Northern Lights said:


> I see the 3000 lumen flashlights more useful to me than spot lights at the same lumen output as I need light close, not a mile down the road.



I think that there will still be markets for both HID spotlights and powerful LED flashlights as both have different purposes and both do their jobs well. Spotlights, as you mentioned, are a very cost effective way to light up distant objects. LED flashlights that can shine as far as my HID spotlight are much more expensive. When illuminating up close things, then LEDs are the way to go in my book. Small LED flashlights are very cost effective now.

Since LEDs are getting larger in size, that doesn't add to increased throw distance. (At least that's been the case with Cree LEDs since the XR-E is still smaller than the newer XP-G and XM-L.) When it comes to throw distnace versus cost, it's still tough to beat a good old HID spotlight.


----------



## The_Driver (Jan 5, 2012)

The efficiency at higher power levelvs of 30W+ is definiteley not up top par. The brightest single led light with some throw, the varapower (turbo) does around 2000 otf lumens at way over 30 watts (45 maybe?). A normal 35W HID does 3500 lumens at 4300K and throws the same or even further with a bigger/better reflector. 
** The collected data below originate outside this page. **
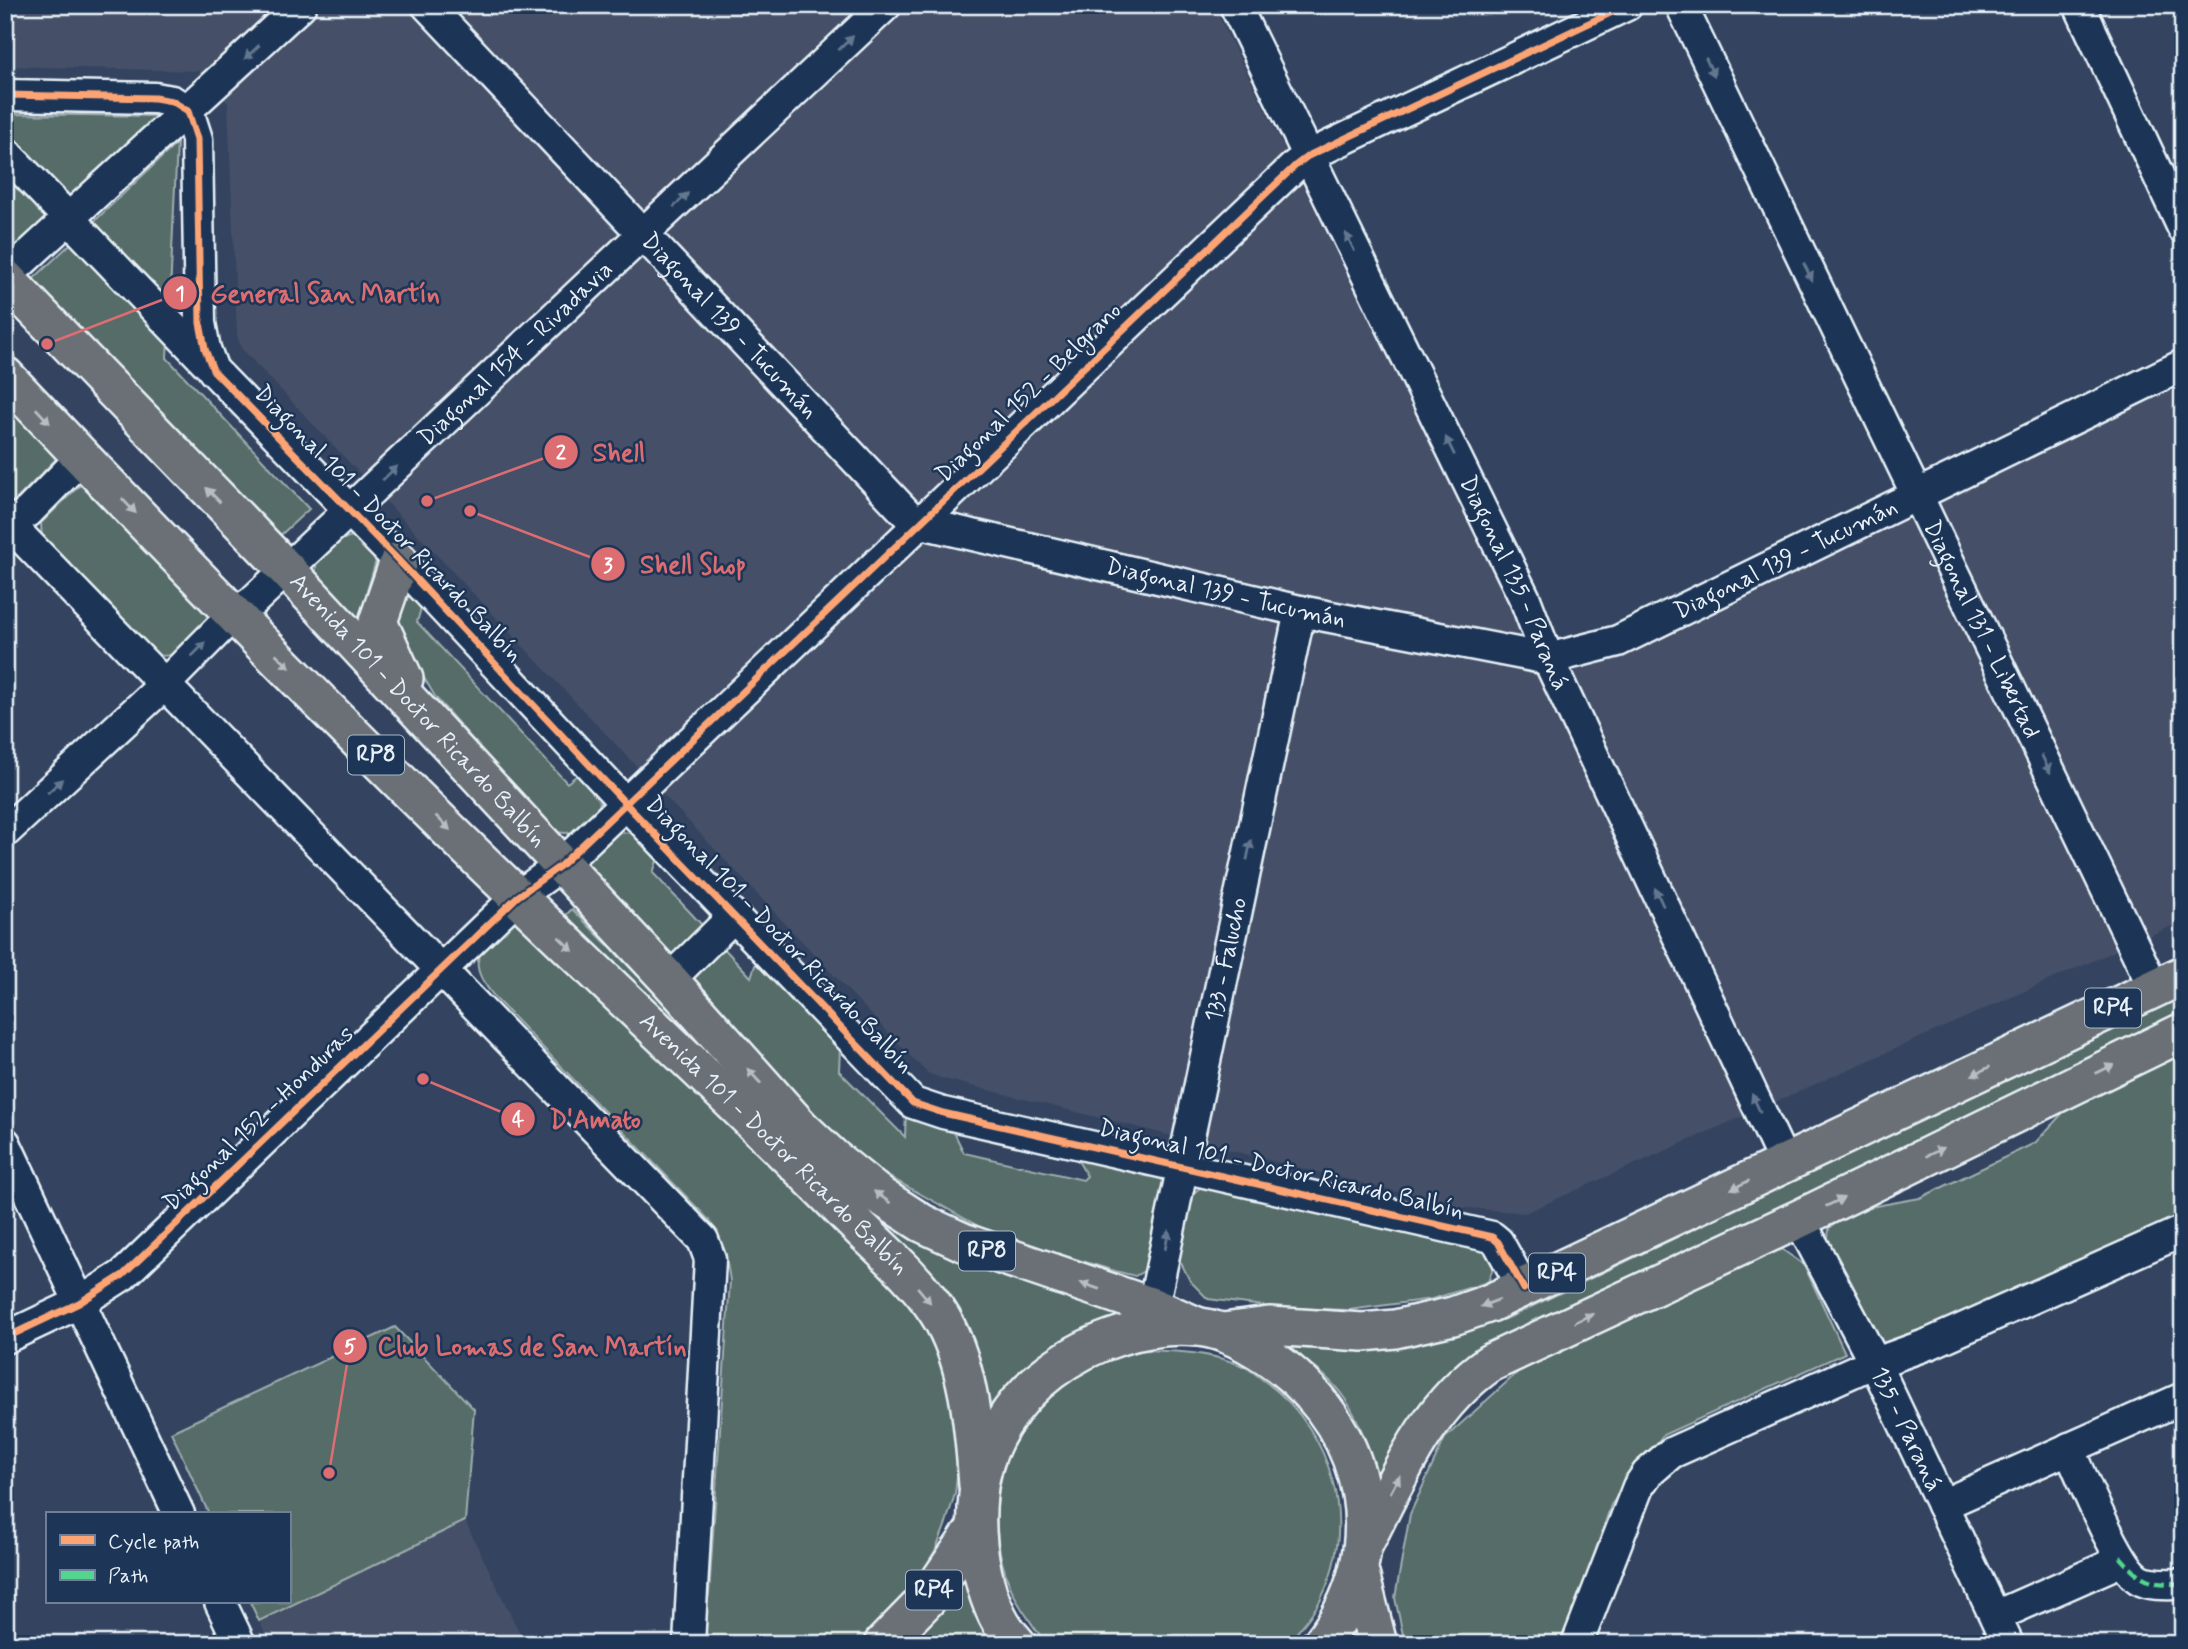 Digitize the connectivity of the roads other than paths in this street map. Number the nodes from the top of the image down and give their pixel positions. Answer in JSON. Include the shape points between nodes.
{"nodes":[{"id":1,"x":301,"y":5,"type":"edge"},
{"id":2,"x":427,"y":5,"type":"edge"},
{"id":3,"x":886,"y":5,"type":"edge"},
{"id":4,"x":1235,"y":5,"type":"edge"},
{"id":5,"x":1627,"y":5,"type":"edge"},
{"id":6,"x":1681,"y":5,"type":"edge"},
{"id":7,"x":2079,"y":5,"type":"edge"},
{"id":8,"x":5,"y":95,"type":"edge"},
{"id":9,"x":188,"y":111,"type":"junction"},
{"id":10,"x":5,"y":152,"type":"edge"},
{"id":11,"x":1308,"y":156,"type":"junction"},
{"id":12,"x":69,"y":218,"type":"junction"},
{"id":13,"x":2183,"y":228,"type":"edge"},
{"id":14,"x":645,"y":234,"type":"junction"},
{"id":15,"x":5,"y":278,"type":"edge"},
{"id":16,"x":2183,"y":365,"type":"edge"},
{"id":17,"x":213,"y":370,"type":"junction"},
{"id":18,"x":5,"y":376,"type":"edge"},
{"id":19,"x":82,"y":457,"type":"junction"},
{"id":20,"x":1915,"y":496,"type":"junction"},
{"id":21,"x":350,"y":510,"type":"junction"},
{"id":22,"x":7,"y":523,"type":"edge"},
{"id":23,"x":921,"y":523,"type":"junction"},
{"id":24,"x":399,"y":561,"type":"junction"},
{"id":25,"x":287,"y":570,"type":"junction"},
{"id":26,"x":1300,"y":611,"type":"junction"},
{"id":27,"x":235,"y":613,"type":"junction"},
{"id":28,"x":1548,"y":659,"type":"junction"},
{"id":29,"x":164,"y":685,"type":"junction"},
{"id":30,"x":412,"y":704,"type":"junction"},
{"id":31,"x":625,"y":803,"type":"junction"},
{"id":32,"x":5,"y":832,"type":"edge"},
{"id":33,"x":560,"y":866,"type":"junction"},
{"id":34,"x":517,"y":897,"type":"junction"},
{"id":35,"x":734,"y":916,"type":"junction"},
{"id":36,"x":442,"y":970,"type":"junction"},
{"id":37,"x":669,"y":981,"type":"junction"},
{"id":38,"x":2169,"y":981,"type":"edge"},
{"id":39,"x":2183,"y":1032,"type":"edge"},
{"id":40,"x":5,"y":1143,"type":"edge"},
{"id":41,"x":1785,"y":1164,"type":"junction"},
{"id":42,"x":1181,"y":1167,"type":"junction"},
{"id":43,"x":1800,"y":1219,"type":"junction"},
{"id":44,"x":2183,"y":1231,"type":"edge"},
{"id":45,"x":1524,"y":1289,"type":"junction"},
{"id":46,"x":79,"y":1303,"type":"junction"},
{"id":47,"x":1153,"y":1307,"type":"junction"},
{"id":48,"x":1211,"y":1330,"type":"junction"},
{"id":49,"x":5,"y":1338,"type":"edge"},
{"id":50,"x":1875,"y":1363,"type":"junction"},
{"id":51,"x":2183,"y":1398,"type":"edge"},
{"id":52,"x":2069,"y":1448,"type":"junction"},
{"id":53,"x":978,"y":1485,"type":"junction"},
{"id":54,"x":1942,"y":1505,"type":"junction"},
{"id":55,"x":178,"y":1512,"type":"edge"},
{"id":56,"x":975,"y":1529,"type":"junction"},
{"id":57,"x":1361,"y":1557,"type":"junction"},
{"id":58,"x":2120,"y":1557,"type":"junction"},
{"id":59,"x":2183,"y":1584,"type":"edge"},
{"id":60,"x":221,"y":1604,"type":"edge"},
{"id":61,"x":1996,"y":1616,"type":"junction"},
{"id":62,"x":240,"y":1644,"type":"edge"},
{"id":63,"x":689,"y":1644,"type":"edge"},
{"id":64,"x":883,"y":1644,"type":"edge"},
{"id":65,"x":1017,"y":1644,"type":"edge"},
{"id":66,"x":1321,"y":1644,"type":"edge"},
{"id":67,"x":1378,"y":1644,"type":"edge"},
{"id":68,"x":1577,"y":1644,"type":"edge"},
{"id":69,"x":2008,"y":1644,"type":"edge"}],
"edges":[{"from":1,"to":9,"type":"street","one_way":true},
{"from":2,"to":14,"type":"street","name":"Diagonal 139 - Tucumán"},
{"from":14,"to":3,"type":"street","name":"Diagonal 154 - Rivadavia","one_way":true},
{"from":4,"to":11,"type":"street","name":"Diagonal 135 - Paraná"},
{"from":5,"to":11,"type":"street","name":"Diagonal 152 - Belgrano"},
{"from":6,"to":20,"type":"street","name":"Diagonal 131 - Libertad","one_way":true},
{"from":7,"to":13,"type":"street"},
{"from":8,"to":9,"type":"street","via":[[155,99],[172,101]]},
{"from":9,"to":12,"type":"street"},
{"from":9,"to":17,"type":"street","name":"Diagonal 101 - Doctor Ricardo Balbín","via":[[197,139],[200,323]]},
{"from":10,"to":12,"type":"street","name":"Diagonal 101 - Doctor Ricardo Balbín"},
{"from":11,"to":23,"type":"street","name":"Diagonal 152 - Belgrano"},
{"from":28,"to":11,"type":"street","name":"Diagonal 135 - Paraná","one_way":true,"via":[[1525,599]]},
{"from":12,"to":15,"type":"street"},
{"from":12,"to":17,"type":"street","name":"Diagonal 101 - Doctor Ricardo Balbín"},
{"from":21,"to":14,"type":"street","name":"Diagonal 154 - Rivadavia","one_way":true},
{"from":14,"to":23,"type":"street","name":"Diagonal 139 - Tucumán","via":[[908,515]]},
{"from":25,"to":15,"type":"main road","name":"Avenida 101 - Doctor Ricardo Balbín","number":"RP8","one_way":true},
{"from":16,"to":20,"type":"street","name":"Diagonal 139 - Tucumán"},
{"from":17,"to":21,"type":"street","name":"Diagonal 101 - Doctor Ricardo Balbín"},
{"from":18,"to":19,"type":"main road","name":"Avenida 101 - Doctor Ricardo Balbín","number":"RP8","one_way":true},
{"from":19,"to":22,"type":"street","via":[[28,512]]},
{"from":19,"to":27,"type":"main road","name":"Avenida 101 - Doctor Ricardo Balbín","number":"RP8","one_way":true},
{"from":20,"to":28,"type":"street","name":"Diagonal 139 - Tucumán","via":[[1618,641]]},
{"from":20,"to":38,"type":"street","name":"Diagonal 131 - Libertad","one_way":true},
{"from":21,"to":24,"type":"street","name":"Diagonal 101 - Doctor Ricardo Balbín"},
{"from":21,"to":25,"type":"street","name":"Diagonal 154 - Rivadavia"},
{"from":22,"to":29,"type":"street"},
{"from":23,"to":26,"type":"street","name":"Diagonal 139 - Tucumán"},
{"from":23,"to":31,"type":"street","name":"Diagonal 152 - Belgrano"},
{"from":24,"to":30,"type":"main road","via":[[378,622]]},
{"from":24,"to":31,"type":"street","name":"Diagonal 101 - Doctor Ricardo Balbín"},
{"from":25,"to":27,"type":"street","name":"Diagonal 154 - Rivadavia"},
{"from":25,"to":30,"type":"main road","name":"Avenida 101 - Doctor Ricardo Balbín","number":"RP8"},
{"from":26,"to":28,"type":"street","name":"Diagonal 139 - Tucumán"},
{"from":42,"to":26,"type":"street","name":"133 - Falucho","one_way":true},
{"from":29,"to":27,"type":"street","name":"Diagonal 154 - Rivadavia","one_way":true},
{"from":27,"to":34,"type":"main road","name":"Avenida 101 - Doctor Ricardo Balbín","number":"RP8","one_way":true},
{"from":41,"to":28,"type":"street","name":"Diagonal 135 - Paraná","one_way":true},
{"from":32,"to":29,"type":"street","name":"Diagonal 154 - Rivadavia","one_way":true},
{"from":29,"to":36,"type":"street"},
{"from":30,"to":33,"type":"main road","name":"Avenida 101 - Doctor Ricardo Balbín","number":"RP8"},
{"from":31,"to":33,"type":"street","name":"Diagonal 152 - Belgrano"},
{"from":31,"to":35,"type":"street","name":"Diagonal 101 - Doctor Ricardo Balbín"},
{"from":33,"to":34,"type":"street","name":"Diagonal 152 - Belgrano"},
{"from":33,"to":37,"type":"main road","name":"Avenida 101 - Doctor Ricardo Balbín","number":"RP8"},
{"from":34,"to":36,"type":"street","name":"Diagonal 152 - Honduras"},
{"from":34,"to":53,"type":"main road","name":"Avenida 101 - Doctor Ricardo Balbín","number":"RP8","one_way":true,"via":[[809,1176],[937,1310],[960,1363]]},
{"from":35,"to":37,"type":"street"},
{"from":35,"to":42,"type":"street","name":"Diagonal 101 - Doctor Ricardo Balbín","via":[[913,1103]]},
{"from":36,"to":46,"type":"street","name":"Diagonal 152 - Honduras","via":[[123,1275]]},
{"from":36,"to":63,"type":"street","via":[[704,1240],[710,1259]]},
{"from":47,"to":37,"type":"main road","name":"Avenida 101 - Doctor Ricardo Balbín","number":"RP8","one_way":true,"via":[[963,1242],[880,1196],[800,1126]]},
{"from":38,"to":41,"type":"main road","number":"RP4","one_way":true},
{"from":43,"to":39,"type":"main road","number":"RP4","one_way":true},
{"from":40,"to":46,"type":"street"},
{"from":41,"to":45,"type":"main road","number":"RP4","one_way":true},
{"from":42,"to":45,"type":"street","name":"Diagonal 101 - Doctor Ricardo Balbín","via":[[1492,1237]]},
{"from":47,"to":42,"type":"street","name":"133 - Falucho","one_way":true},
{"from":43,"to":50,"type":"street","name":"135 - Paraná"},
{"from":57,"to":43,"type":"main road","number":"RP4","one_way":true,"via":[[1422,1434],[1447,1399],[1472,1376],[1522,1347]]},
{"from":44,"to":50,"type":"street","via":[[1931,1343]]},
{"from":45,"to":48,"type":"main road","number":"RP4","one_way":true,"via":[[1453,1316],[1395,1329],[1363,1332],[1269,1326]]},
{"from":46,"to":49,"type":"street","name":"Diagonal 152 - Honduras"},
{"from":46,"to":55,"type":"street"},
{"from":47,"to":48,"type":"main road","name":"Avenida 101 - Doctor Ricardo Balbín","number":"RP8"},
{"from":48,"to":53,"type":"main road","number":"RP4","via":[[1160,1327],[1077,1352],[1031,1386],[997,1432]]},
{"from":48,"to":57,"type":"main road","number":"RP4","via":[[1269,1357],[1304,1383],[1333,1417],[1352,1457],[1360,1489]]},
{"from":50,"to":54,"type":"street","name":"135 - Paraná"},
{"from":50,"to":68,"type":"street","via":[[1659,1462],[1638,1488]]},
{"from":51,"to":52,"type":"street"},
{"from":52,"to":54,"type":"street"},
{"from":52,"to":58,"type":"street"},
{"from":53,"to":56,"type":"main road","number":"RP4"},
{"from":54,"to":61,"type":"street","name":"135 - Paraná"},
{"from":56,"to":64,"type":"main road","number":"RP4","via":[[928,1598]]},
{"from":56,"to":65,"type":"main road","number":"RP4","via":[[985,1586]]},
{"from":57,"to":66,"type":"main road","number":"RP4","via":[[1339,1622]]},
{"from":57,"to":67,"type":"main road"},
{"from":58,"to":59,"type":"street","via":[[2139,1578]]},
{"from":58,"to":61,"type":"street","via":[[2116,1563]]},
{"from":60,"to":62,"type":"street"},
{"from":61,"to":69,"type":"street","name":"135 - Paraná"}]}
In addition to this if you want a light with 10,000 lumens or more there are no practical leds for this (plus you need gigantic heatsinks).

So no they haven't.


----------



## eh4 (Jan 5, 2012)

The problem is that the HID doesn't mind the heat, and the heat kills leds, right?
So for more and more, and more power dumped into making lumens the HID aught to be able to continue leading.
LED throwers are really appealing to me for their efficiency, maybe your power is limited by duration in the field or battery weight.


----------



## dudemar (Jan 5, 2012)

The_Driver said:


> The efficiency at higher power levelvs of 30W+ is definiteley not up top par. The brightest single led light with some throw, the varapower (turbo) does around 2000 otf lumens at way over 30 watts (45 maybe?). A normal 35W HID does 3500 lumens at 4300K and throws the same or even further with a bigger/better reflector.
> 
> In addition to this if you want a light with 10,000 lumens or more there are no practical leds for this (plus you need gigantic heatsinks).
> 
> So no they haven't.



I agree, but it's fair to say LEDs are much closer than they ever were since the first Arc. 

Back then it was only a dream, and now it's slowly but surely becoming reality.


----------



## stollman (Jan 5, 2012)

LEDs are definately getting more powerful. 

I own a MagicShine MJ-872 LED Helmet Light that puts out 1600 lumens. There is a company in Germany that makes a helmet light called MyTinySun that puts out 2700 lumens.

There is a guy on YouTube that has made a 100W LED flashlight that puts out 8000 lumens. I think he is working on a 500w LED flashlight.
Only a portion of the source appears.